Impressiveness of Augustine’s Defense
Hick critiques the free will defense by stating that the magnitude of man’s suffering is undeserving of the people who were never part of the sin committed by Adam. God is punishing innocent people for the mistakes they never committed. This depicts God as lacking of a loving nature. Hick further argues that it is either human beings ask of an evil-free world from God or take the world the way it is. If God, however, gives human beings the free will and places evil in the world, then God is evil. If God intended the world to be perfect and free of evil, He would have to foresee that human beings would abuse the free will to engage in sinful acts. Thus, it results from God’s intention to create evil and because of that human beings should not be blamed for it as proposed by Augustine.
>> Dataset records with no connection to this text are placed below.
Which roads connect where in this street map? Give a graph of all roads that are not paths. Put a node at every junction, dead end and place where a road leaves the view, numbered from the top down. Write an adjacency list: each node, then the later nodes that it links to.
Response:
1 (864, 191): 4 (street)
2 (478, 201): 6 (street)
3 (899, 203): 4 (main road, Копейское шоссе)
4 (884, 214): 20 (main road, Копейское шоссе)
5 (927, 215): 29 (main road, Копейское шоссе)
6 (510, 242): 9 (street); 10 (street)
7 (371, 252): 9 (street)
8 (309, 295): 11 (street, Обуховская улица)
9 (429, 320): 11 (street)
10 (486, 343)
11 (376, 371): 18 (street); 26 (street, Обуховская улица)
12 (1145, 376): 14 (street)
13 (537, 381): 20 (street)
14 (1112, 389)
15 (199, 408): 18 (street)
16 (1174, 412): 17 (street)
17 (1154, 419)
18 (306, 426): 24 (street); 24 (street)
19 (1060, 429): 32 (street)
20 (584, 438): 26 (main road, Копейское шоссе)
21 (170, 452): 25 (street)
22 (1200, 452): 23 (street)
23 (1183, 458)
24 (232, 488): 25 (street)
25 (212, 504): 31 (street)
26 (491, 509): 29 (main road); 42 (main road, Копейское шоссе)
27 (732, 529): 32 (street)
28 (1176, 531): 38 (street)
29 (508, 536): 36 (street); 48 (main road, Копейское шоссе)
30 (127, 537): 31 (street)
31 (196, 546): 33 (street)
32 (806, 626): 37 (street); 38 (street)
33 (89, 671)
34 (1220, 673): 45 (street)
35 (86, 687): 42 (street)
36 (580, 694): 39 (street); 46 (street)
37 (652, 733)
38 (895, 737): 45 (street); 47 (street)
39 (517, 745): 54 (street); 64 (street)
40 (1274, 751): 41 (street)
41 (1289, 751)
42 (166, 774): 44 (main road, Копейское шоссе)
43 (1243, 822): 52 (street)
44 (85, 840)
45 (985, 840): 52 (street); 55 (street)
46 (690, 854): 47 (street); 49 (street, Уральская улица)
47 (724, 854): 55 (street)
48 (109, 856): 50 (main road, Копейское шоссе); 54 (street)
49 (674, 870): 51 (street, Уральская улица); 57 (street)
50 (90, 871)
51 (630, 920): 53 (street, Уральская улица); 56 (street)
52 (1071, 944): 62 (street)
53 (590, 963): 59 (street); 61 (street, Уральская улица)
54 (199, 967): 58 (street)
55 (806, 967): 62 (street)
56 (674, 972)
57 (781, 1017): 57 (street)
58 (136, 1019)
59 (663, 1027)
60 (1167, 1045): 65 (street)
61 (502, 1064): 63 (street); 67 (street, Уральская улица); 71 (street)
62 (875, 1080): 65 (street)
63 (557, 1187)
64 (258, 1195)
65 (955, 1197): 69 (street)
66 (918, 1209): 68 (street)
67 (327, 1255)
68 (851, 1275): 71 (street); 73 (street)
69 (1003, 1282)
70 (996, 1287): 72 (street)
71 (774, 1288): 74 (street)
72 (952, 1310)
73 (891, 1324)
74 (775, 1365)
Secondly, from the very existence of human beings and the introduction of evil into the world, God had already determined the actions and the future of man. He knew that once in a lifetime, human beings will either choose to be evil or choose to be good. As such, God had already predetermined man’s destiny. Consequently, man cannot be said to have a free will to evil. Evil, therefore, cannot be brought to the world by human beings through their free will but that God introduced evil to the world from the very beginning.
In conclusion, the problem of evil presents a very critical argument and foundation for atheists’ idea of the inexistence of God. Since the theists base their arguments on the fact that God is Omnipresent, Omnibenevolent and Omnipotent, evil becomes a problem to such an idea as it completely defeats the fact that God is loving. God cannot be loving if he chose evil for the world from the beginning. Theologian Augustine presents a defense to the idea that God is Omnipresent, Omnibenevolent and Omnipotent by stating that evil arose as a result of man’s free will. The argument is, however, not convincing enough as from the very beginning God gave man evil and good and knew that at one point man will exercise his free will. Evil is, therefore, a result of God Himself.